Winter brings new safety concerns every time it rolls into Indianapolis. Auto and health precautions need to be taken for people to be prepared for this winter season.
Some fears about the weather include getting sick because the cold weather provides more opportunity for sickness to spread.
“I’m more concerned about getting sick than [about] ice,” said senior math major Sebastien Logan.
According to the Centers for Disease Control and Prevention, those working outside or just commuting need to wear layers of light and warm clothing, mittens and waterproof boots.
Ice, however, can still be a problem. Sprinkling sand or cat litter over ice patches can help traction and prevent a fall.
For those who wish to stay in shape during the winter, there are facilities on campus such as the weight room in the basement of Ruth Lilly and in the Athletic and Recreation Center. The ARC also has a track that can be used for various exercises. Nicoson is also open until midnight during the week.
For commuters, or those who want to run outside, Head Wrestling Coach Jason Warthan advised being careful about the distance.

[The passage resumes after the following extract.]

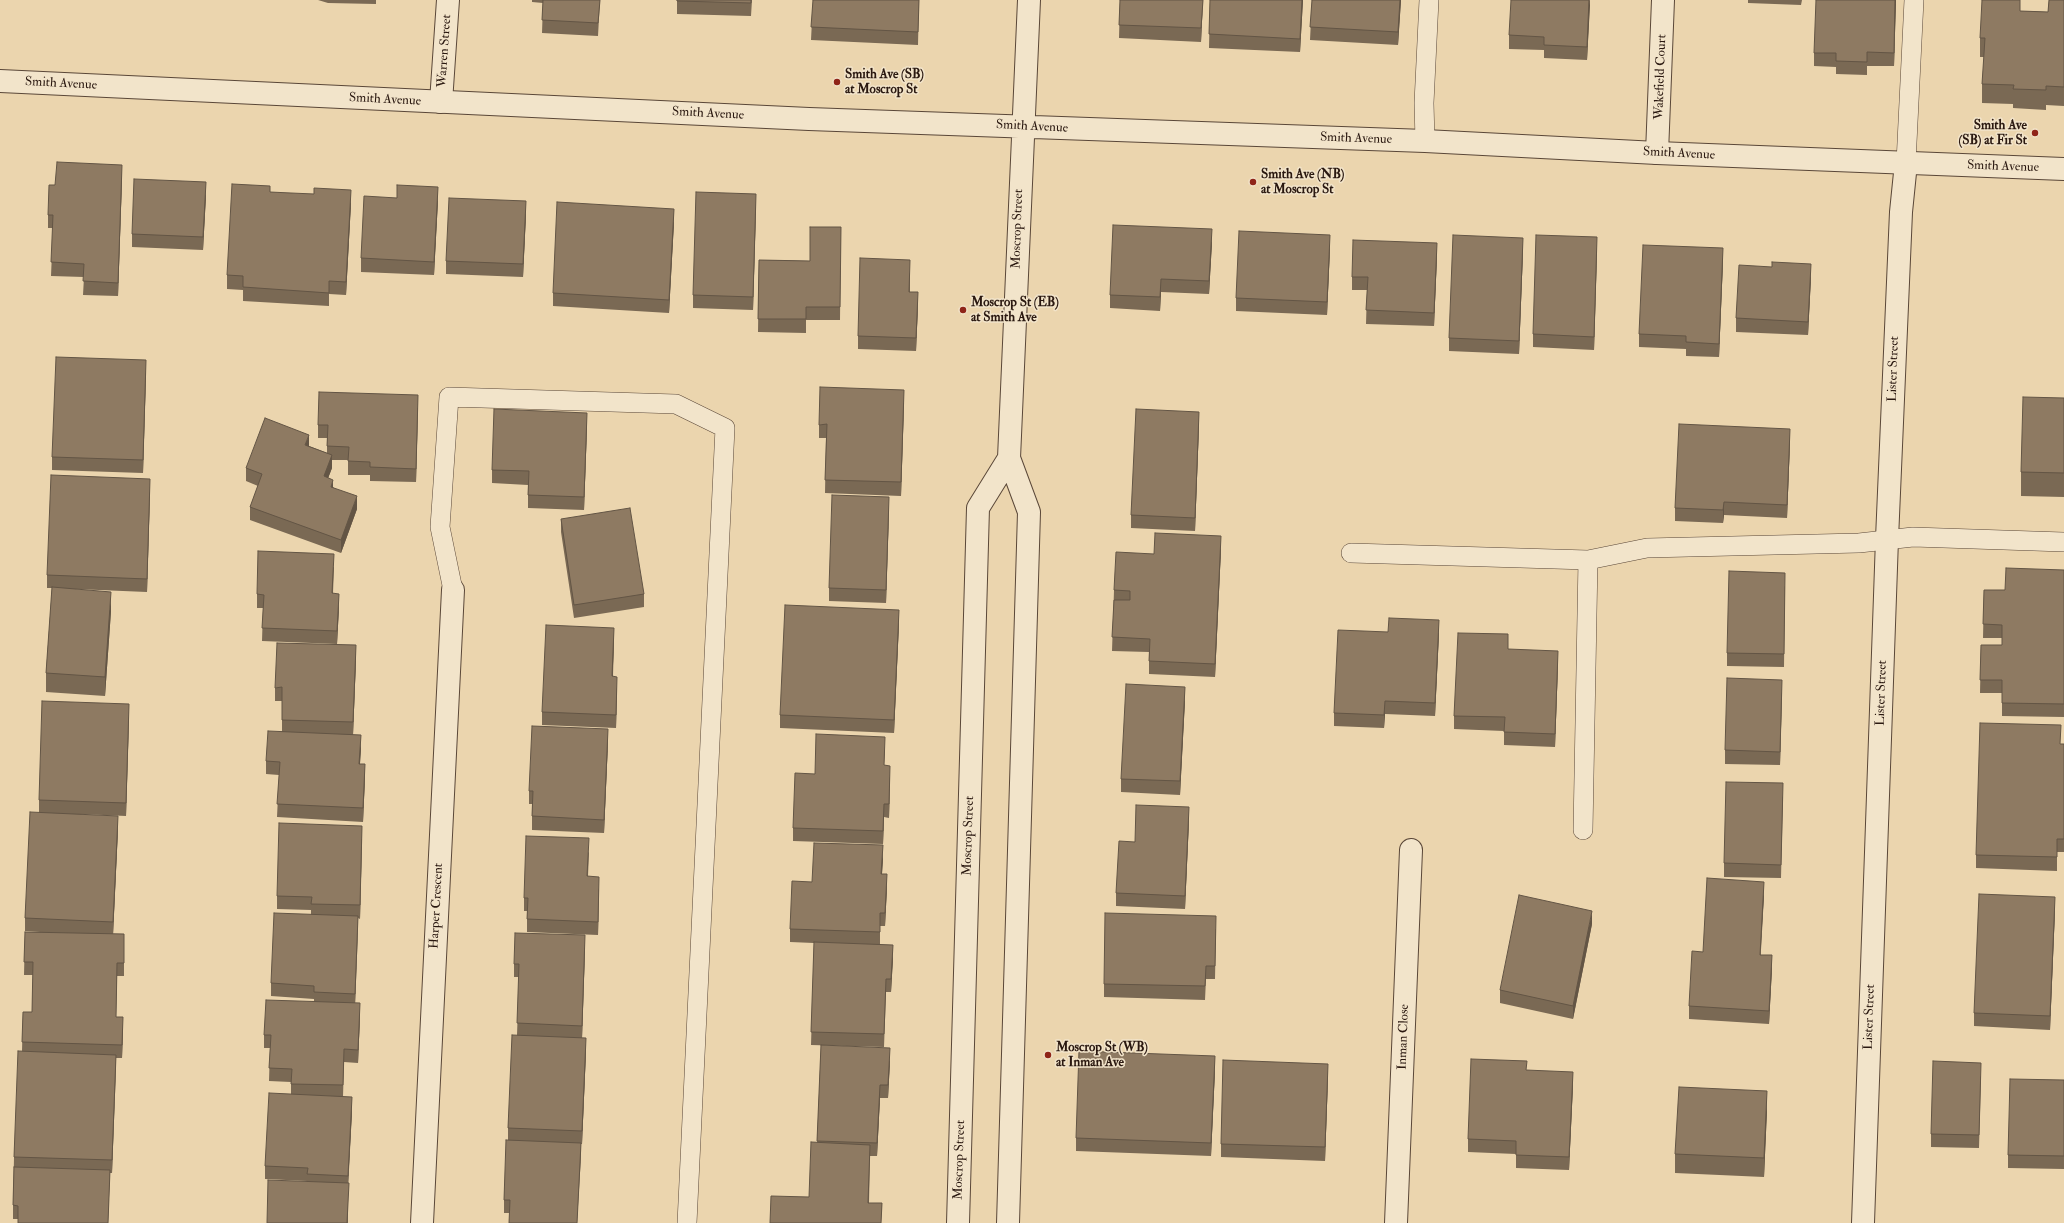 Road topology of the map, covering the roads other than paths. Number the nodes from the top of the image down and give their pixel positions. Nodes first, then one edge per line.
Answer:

“Often runners will run in loops, but in the winter, you want to run in smaller loops, in case it is too cold and you need to go back,” he said. “That way you won’t have to run all the way back. Neighborhoods are good for this.”
Winter brings new safety concerns but that does not mean that standard safety does not apply.
“Some people like to listen to music, but there is a danger that they can’t hear what is going on,” Warthan said. “So if you are going to listen to music, only put one ear bud in, so you can still hear if something happens. You also have to remember to run against traffic, so you can see what is going on.”
While winter brings new safety concerns, it also provides opportunity for those who wish to exercise.
“Shoveling snow is actually a great workout,” Warthan said. “When high schools have snow days, I see coaches telling their players to shovel snow off of the sidewalk or something to keep them active.”
The CDC emphasizes that people should be prepared in case something happens in the winter. For example, be sure to carry a cell phone at all times and be sure that the phone is fully charged. In your car, have an up-to-date emergency kit, which the CDC says should include blankets, food, water, booster cables, flares, tire pump, a bag of sand or cat litter, compass, maps, flashlight, battery-powered radio, extra batteries, first-aid kit and plastic bags for sanitation.
Cars also need additional care during the cold season. Simple things such as using winterized formula in your windshield wiper fluid can make a difference. Try to keep the gas tank full to avoid ice getting into the empty space in the tank and fuel lines.
If a car does not have all-weather tires, replacing the current tires with all-weather or snow tires can help the car maintain traction. Even if you have such tires on your car, make sure to check the tire traction before driving on icy roads.
One of the most important things to take care of is the house. The roof should be checked for leaks and the gutters should be cleaned out.
Make sure the heating system is functioning properly and is clean. The CDC recommends that people get their heating systems served professionally to make sure they are clean and have proper ventilation. Make sure fireplaces and chimneys also are clean.
Because of heavy use in the winter, these systems are prone to start fires if there is any debris in them. Also, make sure smoke detectors in the house have fresh batteries and are working properly.
Carbon monoxide poisoning also can be a concern. The CDC recommends that people purchase CO detectors for their homes. To prevent such CO exposure, make sure that grills, camp stoves and heaters are kept out of the house, including the basement or garage and generators are kept at least 20 feet from the house.
It will take some time for your car to heat up to melt ice and snow. Use that time to do something else while the car is heating up. It is safer than trying to drive while looking through the small part of the windshield that is not frosted over.